-- Data for this task follows --

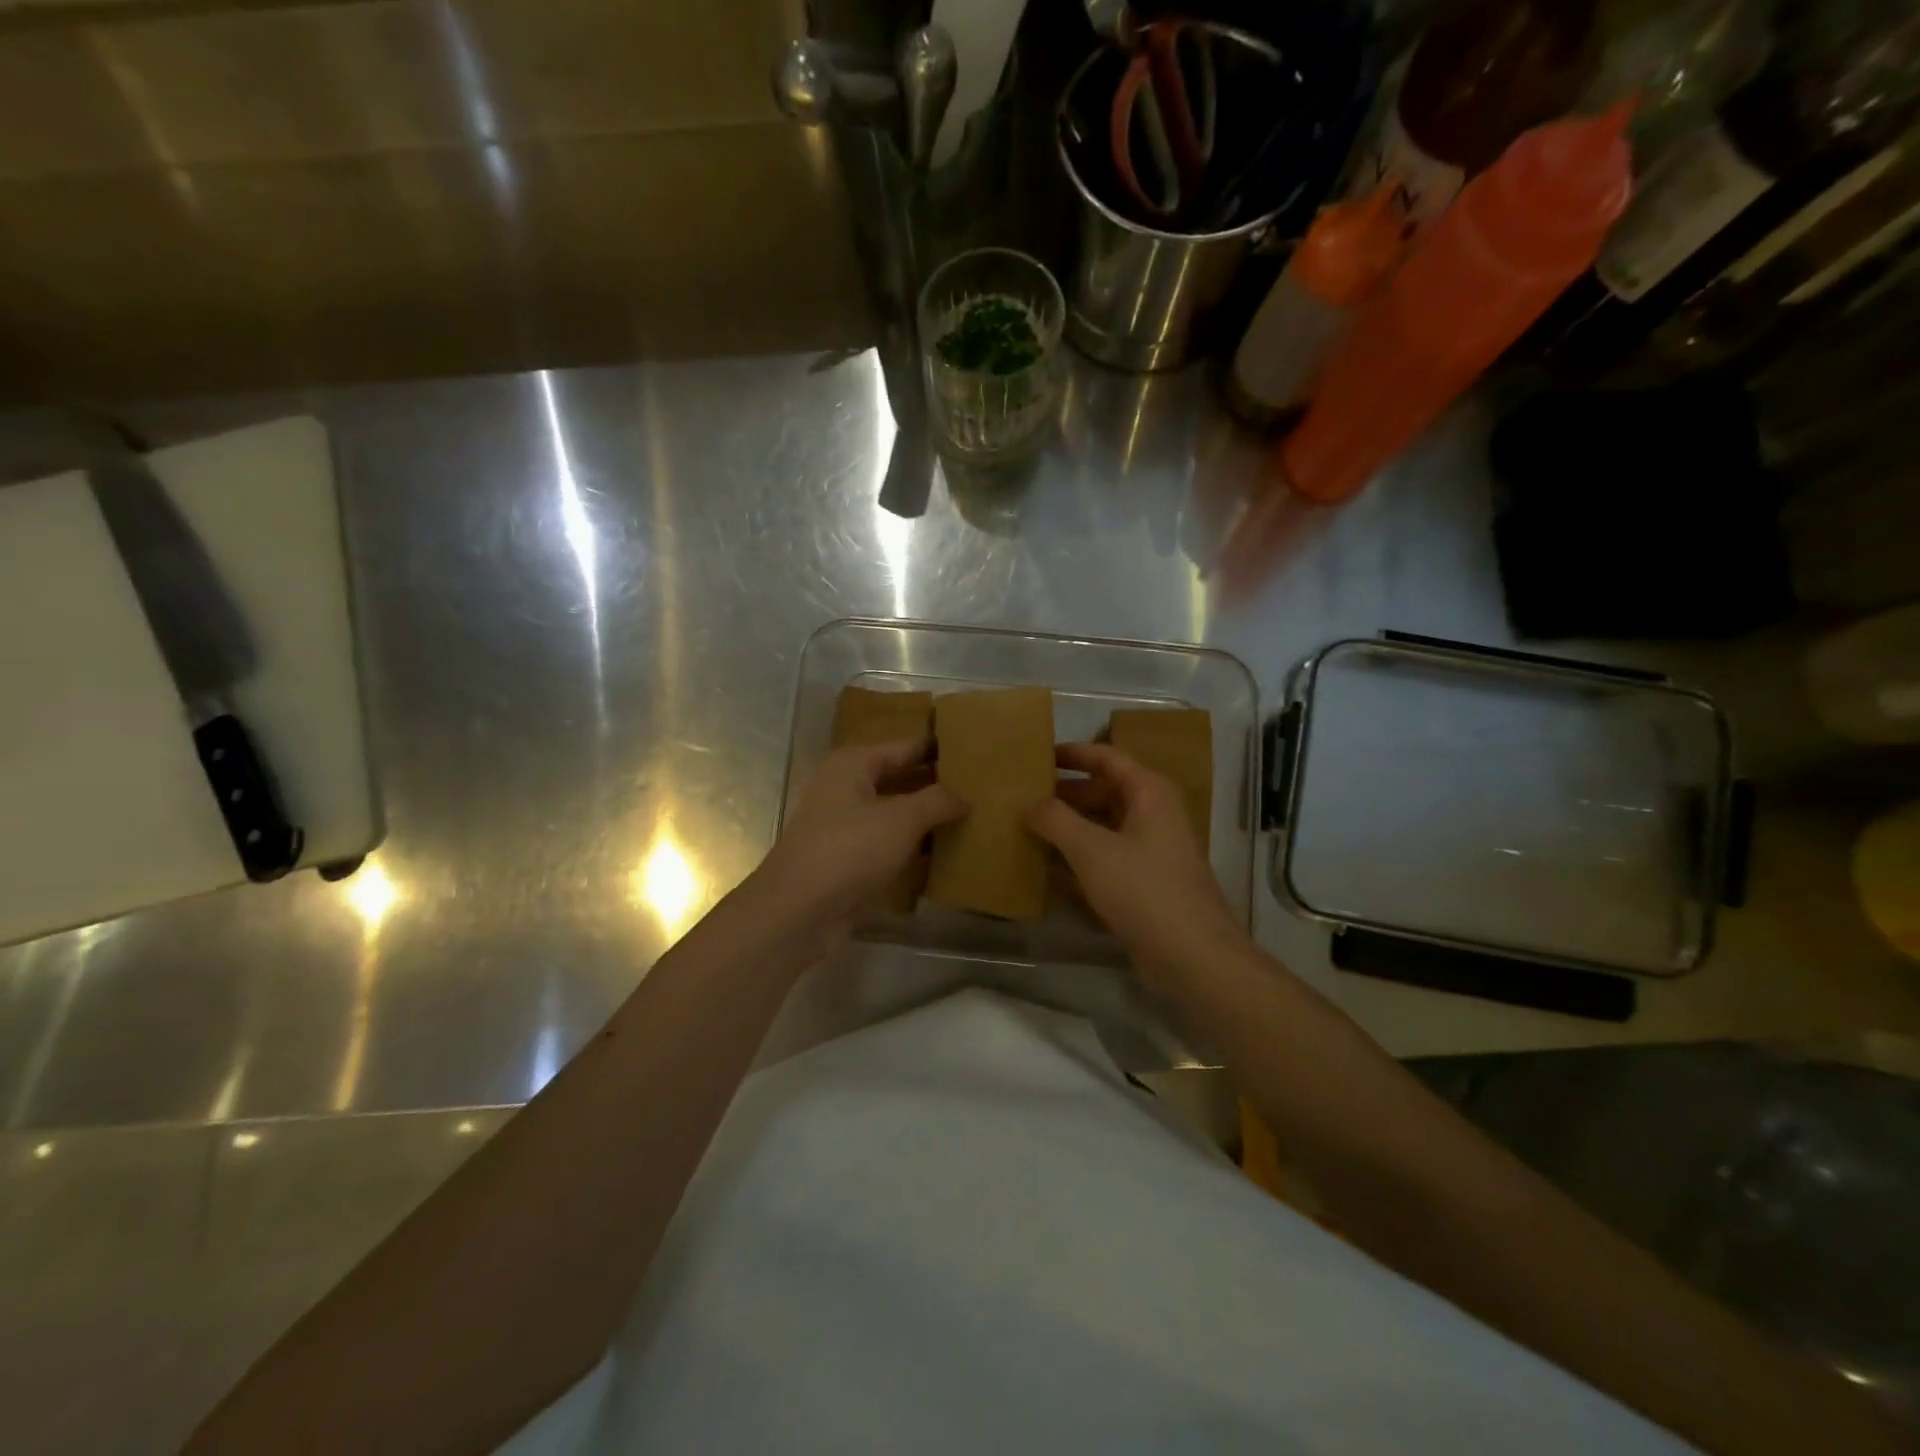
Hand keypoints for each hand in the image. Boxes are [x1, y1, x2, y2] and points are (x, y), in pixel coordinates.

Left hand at [753, 739, 964, 945]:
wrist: (798, 912)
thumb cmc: (849, 850)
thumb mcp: (901, 819)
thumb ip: (937, 800)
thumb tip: (964, 796)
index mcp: (853, 765)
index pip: (906, 746)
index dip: (939, 747)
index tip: (977, 749)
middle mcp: (846, 789)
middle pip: (900, 780)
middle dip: (937, 785)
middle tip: (983, 787)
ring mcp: (845, 827)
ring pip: (896, 816)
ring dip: (928, 820)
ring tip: (974, 819)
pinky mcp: (848, 861)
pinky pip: (889, 846)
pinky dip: (914, 849)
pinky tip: (947, 855)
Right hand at [1026, 743, 1246, 994]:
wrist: (1192, 956)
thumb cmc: (1143, 889)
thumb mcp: (1091, 849)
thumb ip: (1056, 820)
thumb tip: (1030, 804)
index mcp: (1149, 793)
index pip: (1107, 758)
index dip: (1072, 754)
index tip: (1037, 756)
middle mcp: (1153, 816)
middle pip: (1102, 793)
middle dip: (1064, 796)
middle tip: (1022, 798)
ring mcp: (1150, 852)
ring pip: (1101, 829)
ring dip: (1067, 830)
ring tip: (1026, 830)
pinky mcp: (1144, 885)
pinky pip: (1104, 861)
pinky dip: (1078, 861)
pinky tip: (1045, 870)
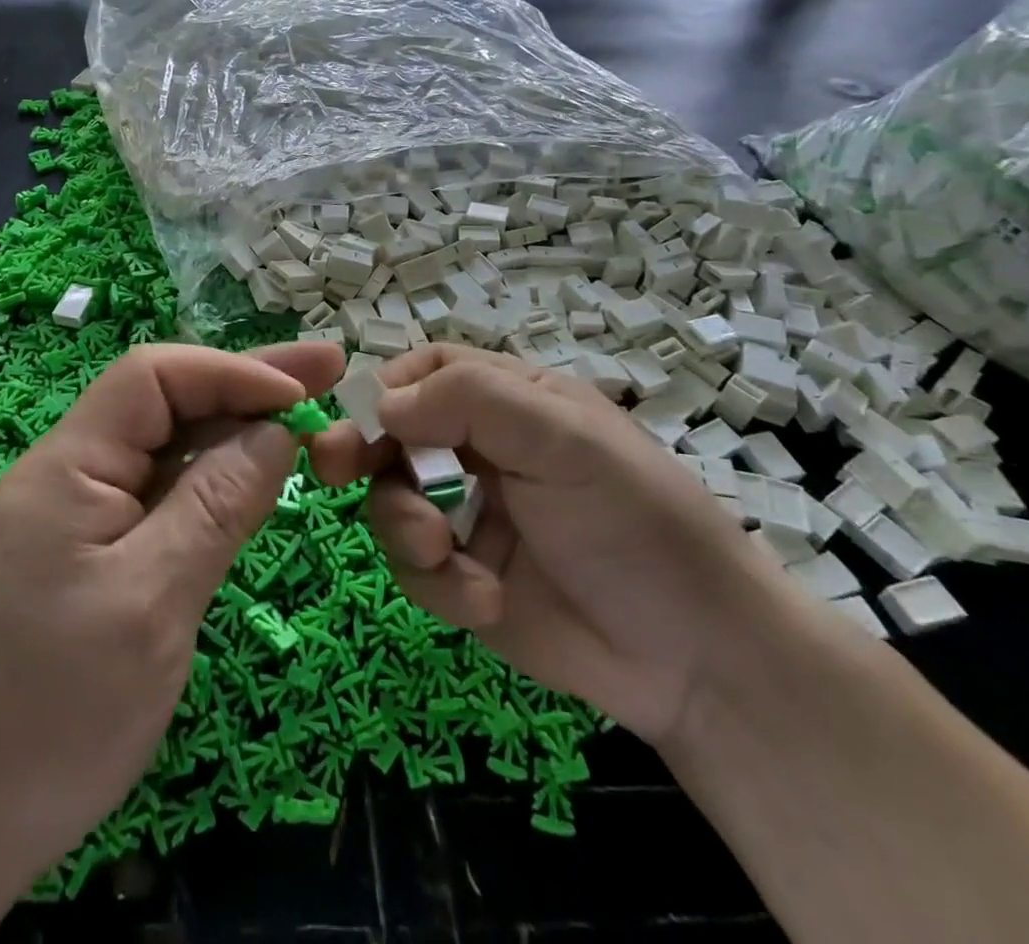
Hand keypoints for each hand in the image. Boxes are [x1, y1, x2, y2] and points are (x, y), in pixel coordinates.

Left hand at [0, 340, 345, 899]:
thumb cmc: (59, 713)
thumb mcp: (154, 602)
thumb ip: (218, 504)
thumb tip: (278, 431)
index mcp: (67, 467)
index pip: (153, 377)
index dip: (231, 371)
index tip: (301, 393)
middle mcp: (69, 472)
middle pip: (164, 401)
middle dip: (245, 384)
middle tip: (328, 369)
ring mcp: (79, 511)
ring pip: (166, 444)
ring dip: (234, 427)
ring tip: (307, 416)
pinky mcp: (91, 549)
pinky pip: (160, 489)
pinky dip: (211, 476)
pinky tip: (253, 474)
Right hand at [310, 345, 784, 744]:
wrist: (696, 657)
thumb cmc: (634, 520)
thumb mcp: (564, 439)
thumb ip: (471, 402)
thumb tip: (383, 404)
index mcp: (509, 401)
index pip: (428, 371)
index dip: (388, 387)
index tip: (363, 417)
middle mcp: (480, 450)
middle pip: (393, 434)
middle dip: (363, 452)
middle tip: (332, 469)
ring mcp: (468, 515)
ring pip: (392, 501)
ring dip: (404, 525)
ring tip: (441, 553)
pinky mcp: (462, 577)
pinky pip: (414, 567)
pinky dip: (438, 583)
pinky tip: (483, 600)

-- Data for this task concluded --

• Requirement
The entire listing above, word for word and without pictures, is what should be output.

• Result for this exercise
Hand keypoints for each hand in the image. Boxes are [x1, y1, x2, y2] and points are (x, y), in pixel coordinates.

Left hand at [753, 739, 964, 945]:
wrist: (798, 912)
thumb cmc: (849, 850)
thumb mcp: (901, 819)
thumb ip: (937, 800)
thumb tip: (964, 796)
index mcp: (853, 765)
index pip: (906, 746)
index dip: (939, 747)
index tip: (977, 749)
middle mcp: (846, 789)
middle pip: (900, 780)
middle dip: (937, 785)
middle tip: (983, 787)
ring mcp: (845, 827)
ring pip: (896, 816)
ring dip: (928, 820)
ring tip: (974, 819)
pinky mcp: (848, 861)
pinky pip: (889, 846)
pinky dip: (914, 849)
pinky tip: (947, 855)
Right hand at [1026, 743, 1246, 994]:
wrist: (1192, 956)
thumb cmc: (1143, 889)
thumb mcp: (1091, 849)
thumb ip: (1056, 820)
thumb tip: (1030, 804)
index mcp: (1149, 793)
index pip: (1107, 758)
index dip: (1072, 754)
index tip: (1037, 756)
middle mcp: (1153, 816)
middle pip: (1102, 793)
middle dip: (1064, 796)
middle tip: (1022, 798)
ring mcp: (1150, 852)
ring pip: (1101, 829)
ring dip: (1067, 830)
ring tip: (1026, 830)
pinky mcp: (1144, 885)
pinky pip: (1104, 861)
pinky dip: (1078, 861)
pinky tip: (1045, 870)
Hand keypoints for each hand in the image. Boxes are [x1, y1, x2, y2] and points are (x, y), in pixel coordinates.

Left hand at [0, 340, 345, 899]:
thumb cmc: (59, 713)
thumb mcp: (154, 602)
thumb ip: (218, 504)
thumb tip: (278, 431)
index mcp: (67, 467)
index pip: (153, 377)
index dip: (231, 371)
index tip: (301, 393)
middle mcp: (69, 472)
middle pip: (164, 401)
middle dip: (245, 384)
middle tip: (328, 369)
ring mcp: (79, 511)
ring pip: (166, 444)
ring dip: (234, 427)
ring tip: (307, 416)
pinky mcp: (91, 549)
pinky pip: (160, 489)
pinky dip: (211, 476)
pinky tip: (253, 474)
Right hand at [310, 345, 784, 744]:
wrist: (696, 657)
thumb cmc: (634, 520)
thumb mcp: (564, 439)
thumb ip: (471, 402)
thumb tip: (383, 404)
index mcp: (509, 401)
index pip: (428, 371)
index dip: (388, 387)
index tip: (363, 417)
middle mcp: (480, 450)
middle pip: (393, 434)
middle dip: (363, 452)
middle tip: (332, 469)
ring mcp: (468, 515)
ring pip: (392, 501)
ring dip: (404, 525)
ring tip: (441, 553)
pinky mcp: (462, 577)
pinky pip: (414, 567)
pinky dip: (438, 583)
pinky tip: (483, 600)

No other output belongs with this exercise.